**PROBLEM REQUIREMENTS**
Write the data below out again, exactly as each line reads.

#####

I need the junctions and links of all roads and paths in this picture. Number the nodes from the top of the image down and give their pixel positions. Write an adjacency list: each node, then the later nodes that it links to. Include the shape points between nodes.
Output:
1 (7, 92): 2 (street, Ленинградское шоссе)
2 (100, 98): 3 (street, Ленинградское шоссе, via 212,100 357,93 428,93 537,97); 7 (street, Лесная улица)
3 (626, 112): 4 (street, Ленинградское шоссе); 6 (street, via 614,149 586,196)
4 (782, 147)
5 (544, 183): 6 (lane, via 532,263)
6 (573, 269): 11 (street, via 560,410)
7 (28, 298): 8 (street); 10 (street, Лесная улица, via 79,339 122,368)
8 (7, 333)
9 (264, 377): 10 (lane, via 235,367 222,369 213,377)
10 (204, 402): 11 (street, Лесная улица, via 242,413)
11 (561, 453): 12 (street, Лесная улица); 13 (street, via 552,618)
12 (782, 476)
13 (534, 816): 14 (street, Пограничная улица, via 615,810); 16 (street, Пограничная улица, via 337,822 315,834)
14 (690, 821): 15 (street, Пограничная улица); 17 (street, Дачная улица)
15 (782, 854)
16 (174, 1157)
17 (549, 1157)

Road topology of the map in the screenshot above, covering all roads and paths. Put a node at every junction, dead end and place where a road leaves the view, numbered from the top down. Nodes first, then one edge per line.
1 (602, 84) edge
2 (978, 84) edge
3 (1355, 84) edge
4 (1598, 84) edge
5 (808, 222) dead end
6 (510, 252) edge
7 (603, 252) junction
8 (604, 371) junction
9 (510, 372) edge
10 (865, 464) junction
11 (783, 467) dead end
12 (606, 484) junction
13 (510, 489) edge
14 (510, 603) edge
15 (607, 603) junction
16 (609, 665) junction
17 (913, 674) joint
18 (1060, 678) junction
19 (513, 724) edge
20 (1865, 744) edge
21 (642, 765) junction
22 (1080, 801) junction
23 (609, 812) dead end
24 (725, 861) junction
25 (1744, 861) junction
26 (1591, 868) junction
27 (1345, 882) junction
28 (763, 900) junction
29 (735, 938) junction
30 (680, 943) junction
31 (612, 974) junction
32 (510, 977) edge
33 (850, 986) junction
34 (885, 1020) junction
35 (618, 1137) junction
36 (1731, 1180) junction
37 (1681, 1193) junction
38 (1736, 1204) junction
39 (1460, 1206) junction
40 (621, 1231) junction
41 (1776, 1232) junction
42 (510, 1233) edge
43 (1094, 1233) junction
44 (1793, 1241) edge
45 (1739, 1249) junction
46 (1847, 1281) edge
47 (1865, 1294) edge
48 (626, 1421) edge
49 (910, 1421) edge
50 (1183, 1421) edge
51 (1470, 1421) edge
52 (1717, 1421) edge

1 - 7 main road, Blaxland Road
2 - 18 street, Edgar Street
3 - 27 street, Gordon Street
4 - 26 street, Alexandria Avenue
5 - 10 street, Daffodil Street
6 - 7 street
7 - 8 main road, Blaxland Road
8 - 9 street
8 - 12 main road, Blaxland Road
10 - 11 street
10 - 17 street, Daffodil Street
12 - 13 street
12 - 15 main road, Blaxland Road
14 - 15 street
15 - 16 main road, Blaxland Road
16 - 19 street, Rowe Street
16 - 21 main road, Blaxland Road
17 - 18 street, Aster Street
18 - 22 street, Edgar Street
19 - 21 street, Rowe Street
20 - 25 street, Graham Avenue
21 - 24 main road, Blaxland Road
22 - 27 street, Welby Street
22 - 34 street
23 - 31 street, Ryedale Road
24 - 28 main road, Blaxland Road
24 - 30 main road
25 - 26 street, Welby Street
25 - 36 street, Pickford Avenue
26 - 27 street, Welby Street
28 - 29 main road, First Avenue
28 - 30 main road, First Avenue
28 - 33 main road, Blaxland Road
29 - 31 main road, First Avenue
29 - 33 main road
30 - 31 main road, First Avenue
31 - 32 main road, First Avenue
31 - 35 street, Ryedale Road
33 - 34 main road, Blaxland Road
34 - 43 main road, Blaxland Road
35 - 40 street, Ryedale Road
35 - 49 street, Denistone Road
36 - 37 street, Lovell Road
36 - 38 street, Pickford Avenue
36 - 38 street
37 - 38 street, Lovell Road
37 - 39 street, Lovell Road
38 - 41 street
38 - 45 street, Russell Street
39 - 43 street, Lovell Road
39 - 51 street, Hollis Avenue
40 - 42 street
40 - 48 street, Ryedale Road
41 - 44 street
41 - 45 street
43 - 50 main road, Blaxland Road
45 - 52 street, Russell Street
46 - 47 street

#####

**REPLY TO THE EXERCISE**
I need the junctions and links of all roads and paths in this picture. Number the nodes from the top of the image down and give their pixel positions. Write an adjacency list: each node, then the later nodes that it links to. Include the shape points between nodes.
Output:
1 (7, 92): 2 (street, Ленинградское шоссе)
2 (100, 98): 3 (street, Ленинградское шоссе, via 212,100 357,93 428,93 537,97); 7 (street, Лесная улица)
3 (626, 112): 4 (street, Ленинградское шоссе); 6 (street, via 614,149 586,196)
4 (782, 147)
5 (544, 183): 6 (lane, via 532,263)
6 (573, 269): 11 (street, via 560,410)
7 (28, 298): 8 (street); 10 (street, Лесная улица, via 79,339 122,368)
8 (7, 333)
9 (264, 377): 10 (lane, via 235,367 222,369 213,377)
10 (204, 402): 11 (street, Лесная улица, via 242,413)
11 (561, 453): 12 (street, Лесная улица); 13 (street, via 552,618)
12 (782, 476)
13 (534, 816): 14 (street, Пограничная улица, via 615,810); 16 (street, Пограничная улица, via 337,822 315,834)
14 (690, 821): 15 (street, Пограничная улица); 17 (street, Дачная улица)
15 (782, 854)
16 (174, 1157)
17 (549, 1157)

Road topology of the map in the screenshot above, covering all roads and paths. Put a node at every junction, dead end and place where a road leaves the view, numbered from the top down. Nodes first, then one edge per line.
1 (602, 84) edge
2 (978, 84) edge
3 (1355, 84) edge
4 (1598, 84) edge
5 (808, 222) dead end
6 (510, 252) edge
7 (603, 252) junction
8 (604, 371) junction
9 (510, 372) edge
10 (865, 464) junction
11 (783, 467) dead end
12 (606, 484) junction
13 (510, 489) edge
14 (510, 603) edge
15 (607, 603) junction
16 (609, 665) junction
17 (913, 674) joint
18 (1060, 678) junction
19 (513, 724) edge
20 (1865, 744) edge
21 (642, 765) junction
22 (1080, 801) junction
23 (609, 812) dead end
24 (725, 861) junction
25 (1744, 861) junction
26 (1591, 868) junction
27 (1345, 882) junction
28 (763, 900) junction
29 (735, 938) junction
30 (680, 943) junction
31 (612, 974) junction
32 (510, 977) edge
33 (850, 986) junction
34 (885, 1020) junction
35 (618, 1137) junction
36 (1731, 1180) junction
37 (1681, 1193) junction
38 (1736, 1204) junction
39 (1460, 1206) junction
40 (621, 1231) junction
41 (1776, 1232) junction
42 (510, 1233) edge
43 (1094, 1233) junction
44 (1793, 1241) edge
45 (1739, 1249) junction
46 (1847, 1281) edge
47 (1865, 1294) edge
48 (626, 1421) edge
49 (910, 1421) edge
50 (1183, 1421) edge
51 (1470, 1421) edge
52 (1717, 1421) edge

1 - 7 main road, Blaxland Road
2 - 18 street, Edgar Street
3 - 27 street, Gordon Street
4 - 26 street, Alexandria Avenue
5 - 10 street, Daffodil Street
6 - 7 street
7 - 8 main road, Blaxland Road
8 - 9 street
8 - 12 main road, Blaxland Road
10 - 11 street
10 - 17 street, Daffodil Street
12 - 13 street
12 - 15 main road, Blaxland Road
14 - 15 street
15 - 16 main road, Blaxland Road
16 - 19 street, Rowe Street
16 - 21 main road, Blaxland Road
17 - 18 street, Aster Street
18 - 22 street, Edgar Street
19 - 21 street, Rowe Street
20 - 25 street, Graham Avenue
21 - 24 main road, Blaxland Road
22 - 27 street, Welby Street
22 - 34 street
23 - 31 street, Ryedale Road
24 - 28 main road, Blaxland Road
24 - 30 main road
25 - 26 street, Welby Street
25 - 36 street, Pickford Avenue
26 - 27 street, Welby Street
28 - 29 main road, First Avenue
28 - 30 main road, First Avenue
28 - 33 main road, Blaxland Road
29 - 31 main road, First Avenue
29 - 33 main road
30 - 31 main road, First Avenue
31 - 32 main road, First Avenue
31 - 35 street, Ryedale Road
33 - 34 main road, Blaxland Road
34 - 43 main road, Blaxland Road
35 - 40 street, Ryedale Road
35 - 49 street, Denistone Road
36 - 37 street, Lovell Road
36 - 38 street, Pickford Avenue
36 - 38 street
37 - 38 street, Lovell Road
37 - 39 street, Lovell Road
38 - 41 street
38 - 45 street, Russell Street
39 - 43 street, Lovell Road
39 - 51 street, Hollis Avenue
40 - 42 street
40 - 48 street, Ryedale Road
41 - 44 street
41 - 45 street
43 - 50 main road, Blaxland Road
45 - 52 street, Russell Street
46 - 47 street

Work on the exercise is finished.